Keypoint coordinate data:
⟨

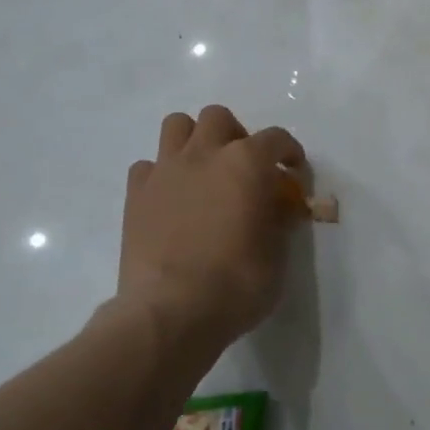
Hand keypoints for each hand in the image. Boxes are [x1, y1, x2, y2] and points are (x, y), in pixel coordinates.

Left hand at [119, 105, 307, 343]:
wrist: (171, 311)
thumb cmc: (236, 284)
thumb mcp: (277, 256)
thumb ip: (279, 221)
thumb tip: (279, 207)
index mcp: (246, 163)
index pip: (276, 138)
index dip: (289, 152)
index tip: (293, 172)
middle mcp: (204, 154)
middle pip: (219, 117)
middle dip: (235, 135)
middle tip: (243, 168)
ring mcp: (165, 170)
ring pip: (177, 125)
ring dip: (194, 140)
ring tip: (203, 170)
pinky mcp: (136, 194)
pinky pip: (148, 165)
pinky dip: (162, 174)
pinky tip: (170, 198)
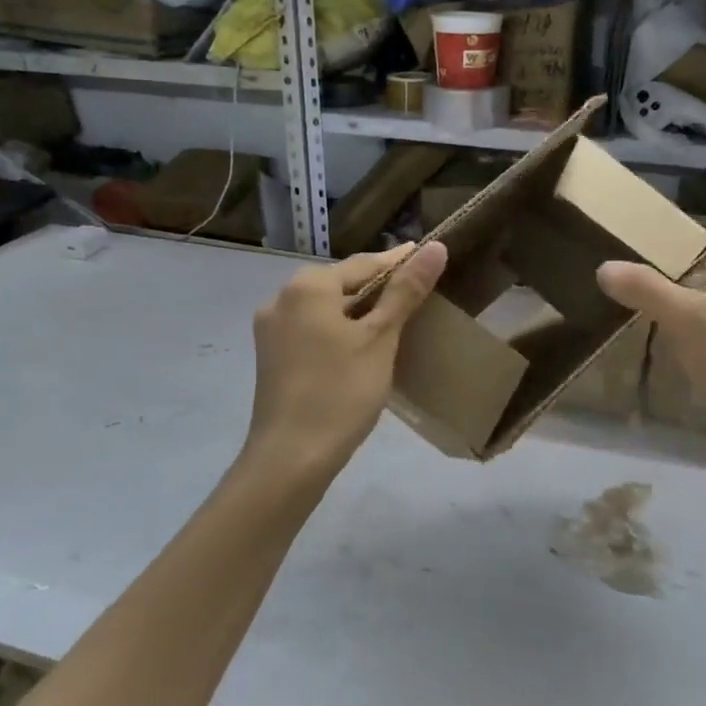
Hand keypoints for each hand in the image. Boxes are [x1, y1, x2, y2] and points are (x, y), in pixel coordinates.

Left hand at [245, 242, 448, 474]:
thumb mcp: (380, 339)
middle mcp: (281, 298)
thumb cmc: (341, 392)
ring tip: (393, 321)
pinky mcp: (270, 356)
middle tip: (416, 294)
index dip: (399, 262)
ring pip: (324, 308)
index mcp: (308, 286)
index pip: (364, 263)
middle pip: (341, 284)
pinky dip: (337, 331)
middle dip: (377, 288)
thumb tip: (435, 247)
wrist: (290, 458)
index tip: (428, 257)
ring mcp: (271, 329)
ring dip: (357, 311)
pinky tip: (358, 347)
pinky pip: (311, 330)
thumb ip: (406, 291)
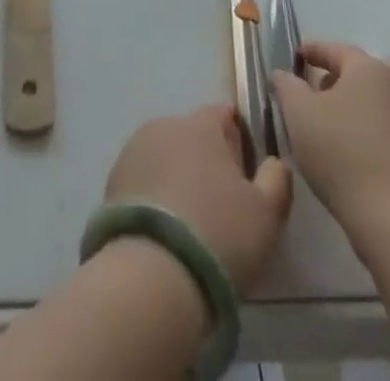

⟩

To do:
One exact copy of the data, no pictures: write it out line for line.

Your solution:
Hand keypoints for each hand in the image. Boxes are [x1, y1, x2, y2] and points are (x, y), in pixel coordinates.

Left hand at [119, 105, 307, 343]:
wrist: (171, 311)
thumb cmc: (236, 284)
thumb mcp: (277, 256)
thumb ip: (279, 221)
thumb tip: (279, 207)
index mcp: (246, 163)
index pip: (276, 138)
index dip: (289, 152)
index tip: (293, 172)
middle mcp: (204, 154)
middle pip: (219, 117)
middle dip: (235, 135)
middle tip: (243, 168)
ring mcp: (165, 170)
ring pip: (177, 125)
ring dip: (194, 140)
ring tip: (203, 170)
pinky mcp: (136, 194)
pinky pip: (148, 165)
pinky dip: (162, 174)
pinky tip: (170, 198)
Hand keypoints for each hand in the image. Boxes are [x1, y1, x2, y2] and points are (x, y), in pixel coordinates.

Left hand at [245, 242, 448, 474]:
thumb mcp: (380, 339)
middle mcp: (281, 298)
thumb cmc: (341, 392)
ring tip: (393, 321)
pinky mcp: (270, 356)
middle tip: (416, 294)
index dip: (399, 262)
ring pip: (324, 308)
index mcp: (308, 286)
index pip: (364, 263)
middle pip: (341, 284)
pinky dip: (337, 331)
middle dip: (377, 288)
thumb tip: (435, 247)
wrist: (290, 458)
index tip: (428, 257)
ring mcp: (271, 329)
ring dip: (357, 311)
pinky tip: (358, 347)
pinky pip: (311, 330)
thumb ip: (406, 291)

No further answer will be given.